Can an algorithm truly capture the art of pricing a used car, a task often left to a seasoned salesperson's intuition?
We spoke with Senior Advisor Mika Laukkanen about a project that did just that. In this interview, he shares the story of how an early machine learning model navigated market volatility and initial skepticism to become an indispensable tool on the sales floor.
Who are you and what do you do?
I'm Mika Laukkanen, and I work as a Senior Advisor at Data Design. In practice, I participate in various data and AI projects.
You have extensive experience in utilizing machine learning and AI. Is there a particular project that has stuck with you?
That's a tough question; there have been quite a few projects over the years. Perhaps pricing cars using machine learning is one of the most memorable.
Why?
It was from a time when these kinds of solutions were just emerging, and very few of the projects that were started actually made it into production. This was one of those that did.
What was the project about?
The goal was to utilize machine learning for pricing used cars. The idea was that it would save salespeople's time, standardize pricing, reduce pricing errors, and improve sales efficiency. An additional option was the ability to estimate the value of the inventory and its development based on the predicted prices.
What kind of solution did you end up with?

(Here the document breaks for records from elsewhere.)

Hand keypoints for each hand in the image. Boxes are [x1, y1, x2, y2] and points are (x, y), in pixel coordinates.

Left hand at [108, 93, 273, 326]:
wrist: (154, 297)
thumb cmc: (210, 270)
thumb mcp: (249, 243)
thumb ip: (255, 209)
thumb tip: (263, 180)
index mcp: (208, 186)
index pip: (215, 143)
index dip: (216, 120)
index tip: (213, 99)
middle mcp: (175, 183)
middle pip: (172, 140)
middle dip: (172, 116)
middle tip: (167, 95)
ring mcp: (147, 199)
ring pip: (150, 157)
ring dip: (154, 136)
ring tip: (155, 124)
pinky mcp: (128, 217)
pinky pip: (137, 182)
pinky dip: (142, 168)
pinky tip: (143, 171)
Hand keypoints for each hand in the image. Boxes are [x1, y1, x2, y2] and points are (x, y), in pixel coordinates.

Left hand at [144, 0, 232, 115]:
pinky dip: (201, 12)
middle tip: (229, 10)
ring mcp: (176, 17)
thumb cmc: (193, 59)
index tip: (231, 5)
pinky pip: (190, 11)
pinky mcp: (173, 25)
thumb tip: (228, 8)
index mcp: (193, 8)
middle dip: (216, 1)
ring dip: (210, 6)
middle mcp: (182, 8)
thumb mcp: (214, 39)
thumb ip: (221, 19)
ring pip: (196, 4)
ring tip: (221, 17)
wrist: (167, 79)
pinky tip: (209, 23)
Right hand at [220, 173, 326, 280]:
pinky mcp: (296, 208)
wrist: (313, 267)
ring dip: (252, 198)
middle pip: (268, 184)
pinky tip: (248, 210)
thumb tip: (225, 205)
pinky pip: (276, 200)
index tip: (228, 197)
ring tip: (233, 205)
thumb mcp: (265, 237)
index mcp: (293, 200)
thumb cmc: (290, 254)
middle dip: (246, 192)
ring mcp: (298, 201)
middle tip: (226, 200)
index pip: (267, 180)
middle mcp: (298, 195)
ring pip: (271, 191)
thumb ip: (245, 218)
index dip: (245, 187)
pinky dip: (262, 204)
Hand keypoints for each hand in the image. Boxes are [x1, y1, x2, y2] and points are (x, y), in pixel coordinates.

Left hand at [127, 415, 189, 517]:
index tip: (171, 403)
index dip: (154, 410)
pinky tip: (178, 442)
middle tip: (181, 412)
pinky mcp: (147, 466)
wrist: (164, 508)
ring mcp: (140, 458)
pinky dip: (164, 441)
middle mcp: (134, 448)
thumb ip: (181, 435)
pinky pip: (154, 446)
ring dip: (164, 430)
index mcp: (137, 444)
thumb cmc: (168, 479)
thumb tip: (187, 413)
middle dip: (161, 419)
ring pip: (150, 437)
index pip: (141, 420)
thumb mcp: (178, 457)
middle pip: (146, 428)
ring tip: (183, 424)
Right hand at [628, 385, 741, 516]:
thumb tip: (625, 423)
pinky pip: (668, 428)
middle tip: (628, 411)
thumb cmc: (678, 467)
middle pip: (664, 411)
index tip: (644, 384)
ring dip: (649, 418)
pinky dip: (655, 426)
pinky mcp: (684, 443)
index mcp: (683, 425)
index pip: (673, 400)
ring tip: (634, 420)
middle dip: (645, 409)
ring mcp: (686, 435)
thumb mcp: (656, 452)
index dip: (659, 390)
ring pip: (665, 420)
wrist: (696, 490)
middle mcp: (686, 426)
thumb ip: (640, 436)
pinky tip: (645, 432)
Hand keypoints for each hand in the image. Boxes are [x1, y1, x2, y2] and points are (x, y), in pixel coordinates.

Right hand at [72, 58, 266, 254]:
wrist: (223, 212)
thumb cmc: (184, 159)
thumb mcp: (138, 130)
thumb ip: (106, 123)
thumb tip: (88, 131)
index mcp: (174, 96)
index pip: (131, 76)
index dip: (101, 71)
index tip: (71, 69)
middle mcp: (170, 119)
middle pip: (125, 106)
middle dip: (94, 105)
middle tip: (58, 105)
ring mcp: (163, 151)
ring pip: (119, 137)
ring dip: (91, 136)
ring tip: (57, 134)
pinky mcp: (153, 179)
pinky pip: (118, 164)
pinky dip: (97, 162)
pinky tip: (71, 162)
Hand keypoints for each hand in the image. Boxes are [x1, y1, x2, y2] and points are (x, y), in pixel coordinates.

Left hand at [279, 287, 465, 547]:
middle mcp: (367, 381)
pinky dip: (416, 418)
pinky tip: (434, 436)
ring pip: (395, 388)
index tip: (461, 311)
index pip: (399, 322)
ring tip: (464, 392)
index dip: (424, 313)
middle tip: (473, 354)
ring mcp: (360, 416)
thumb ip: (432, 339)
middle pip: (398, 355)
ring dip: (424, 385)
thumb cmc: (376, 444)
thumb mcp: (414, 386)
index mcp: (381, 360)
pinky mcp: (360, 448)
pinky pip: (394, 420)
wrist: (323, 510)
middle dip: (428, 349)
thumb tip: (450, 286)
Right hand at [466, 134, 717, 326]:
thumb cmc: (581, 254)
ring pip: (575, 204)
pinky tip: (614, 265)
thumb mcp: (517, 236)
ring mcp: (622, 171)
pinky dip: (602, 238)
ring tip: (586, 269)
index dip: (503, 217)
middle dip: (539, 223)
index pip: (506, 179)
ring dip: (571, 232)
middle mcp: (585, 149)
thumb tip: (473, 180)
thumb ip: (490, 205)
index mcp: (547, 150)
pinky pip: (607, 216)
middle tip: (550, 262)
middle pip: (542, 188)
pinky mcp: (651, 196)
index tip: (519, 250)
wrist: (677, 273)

We implemented a predictive model based on historical prices and available car data. The end result was an application where a salesperson enters a license plate number, and the application returns an estimated selling price and, for example, a predicted time to sell.

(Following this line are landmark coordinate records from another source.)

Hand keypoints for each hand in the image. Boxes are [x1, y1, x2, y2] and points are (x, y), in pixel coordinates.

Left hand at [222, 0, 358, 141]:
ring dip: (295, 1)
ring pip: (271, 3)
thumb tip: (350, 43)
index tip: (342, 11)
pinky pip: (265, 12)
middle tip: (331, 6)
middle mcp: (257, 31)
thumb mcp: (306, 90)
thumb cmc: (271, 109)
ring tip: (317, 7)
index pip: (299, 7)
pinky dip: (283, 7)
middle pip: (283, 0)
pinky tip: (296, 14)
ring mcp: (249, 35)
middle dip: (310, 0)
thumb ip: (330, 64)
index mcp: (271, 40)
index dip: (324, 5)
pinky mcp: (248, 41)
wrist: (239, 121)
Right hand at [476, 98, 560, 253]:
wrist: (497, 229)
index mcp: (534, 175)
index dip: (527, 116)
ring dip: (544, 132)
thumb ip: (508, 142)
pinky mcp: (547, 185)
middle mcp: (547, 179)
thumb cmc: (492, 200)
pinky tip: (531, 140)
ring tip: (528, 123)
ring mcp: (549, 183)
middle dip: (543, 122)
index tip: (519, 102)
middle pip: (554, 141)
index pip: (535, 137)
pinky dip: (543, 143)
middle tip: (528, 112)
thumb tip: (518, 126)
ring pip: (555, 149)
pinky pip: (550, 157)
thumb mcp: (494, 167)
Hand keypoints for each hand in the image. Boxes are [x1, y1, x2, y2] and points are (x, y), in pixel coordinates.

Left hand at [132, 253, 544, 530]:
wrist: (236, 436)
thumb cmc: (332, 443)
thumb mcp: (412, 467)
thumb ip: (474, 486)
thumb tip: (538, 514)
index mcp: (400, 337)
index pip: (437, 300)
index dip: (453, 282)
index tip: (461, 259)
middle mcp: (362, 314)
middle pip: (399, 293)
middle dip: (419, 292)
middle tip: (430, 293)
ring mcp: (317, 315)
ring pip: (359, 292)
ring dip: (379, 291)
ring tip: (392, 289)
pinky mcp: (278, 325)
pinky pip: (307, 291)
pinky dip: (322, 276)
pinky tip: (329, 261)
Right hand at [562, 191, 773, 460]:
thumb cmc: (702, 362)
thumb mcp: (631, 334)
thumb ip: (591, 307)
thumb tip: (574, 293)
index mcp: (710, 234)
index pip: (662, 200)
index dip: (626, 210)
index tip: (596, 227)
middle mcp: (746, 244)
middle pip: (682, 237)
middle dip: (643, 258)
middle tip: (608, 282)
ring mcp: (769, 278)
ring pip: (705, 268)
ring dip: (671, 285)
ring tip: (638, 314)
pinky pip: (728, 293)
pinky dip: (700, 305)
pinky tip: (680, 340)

What was the reception like for the solution?
You could say that, initially, the reception among the salespeople was mixed. For instance, they quickly noticed if the model returned clearly distorted predictions, which was good feedback for developing the model further.

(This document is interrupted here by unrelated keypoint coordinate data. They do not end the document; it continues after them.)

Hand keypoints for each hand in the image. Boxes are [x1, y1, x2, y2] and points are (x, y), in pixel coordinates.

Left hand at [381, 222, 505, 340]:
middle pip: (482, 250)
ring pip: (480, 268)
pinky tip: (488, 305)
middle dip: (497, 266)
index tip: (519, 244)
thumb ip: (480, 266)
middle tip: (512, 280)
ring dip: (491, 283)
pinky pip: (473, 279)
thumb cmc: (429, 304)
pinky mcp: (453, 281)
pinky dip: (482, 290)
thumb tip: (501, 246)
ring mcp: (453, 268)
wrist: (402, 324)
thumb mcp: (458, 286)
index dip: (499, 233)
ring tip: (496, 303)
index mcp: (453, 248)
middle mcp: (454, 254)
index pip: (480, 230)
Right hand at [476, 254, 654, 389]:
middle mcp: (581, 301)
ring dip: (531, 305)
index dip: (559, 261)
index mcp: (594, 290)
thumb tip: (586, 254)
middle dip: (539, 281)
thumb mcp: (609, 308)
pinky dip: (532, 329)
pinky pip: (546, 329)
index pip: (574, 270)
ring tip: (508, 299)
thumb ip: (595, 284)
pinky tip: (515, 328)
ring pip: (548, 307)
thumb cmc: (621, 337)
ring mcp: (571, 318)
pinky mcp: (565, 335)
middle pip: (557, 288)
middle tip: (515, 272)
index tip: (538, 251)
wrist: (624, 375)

This also made it very clear that an objectively "correct" price doesn't even exist; the same car can be priced in different ways. And ultimately, this can also depend on the salesperson's own experience and perspective.
In any case, the use of the application has since become an everyday tool.
What kinds of challenges arose in the project?
Perhaps the most memorable challenge was that car prices change quickly. However, the training data spanned a long period, meaning the old prices were no longer comparable with the present moment. We had to find and test solutions for this.
Any other interesting observations?
There was clear variance in prediction accuracy between car brands. Let's just say that for so-called premium brands, the predictions worked with a smaller margin of error. Additionally, newer cars get more accurate predictions than older ones, which is a fairly predictable characteristic.
Could the same solution concept be applied elsewhere?
Yes, certainly. I believe a similar concept could be applied to pricing things like apartments and many other products. The main thing is that we have enough high-quality data.
What was the best part?
The fact that the results went into production and further development. That's when you know you've done something right.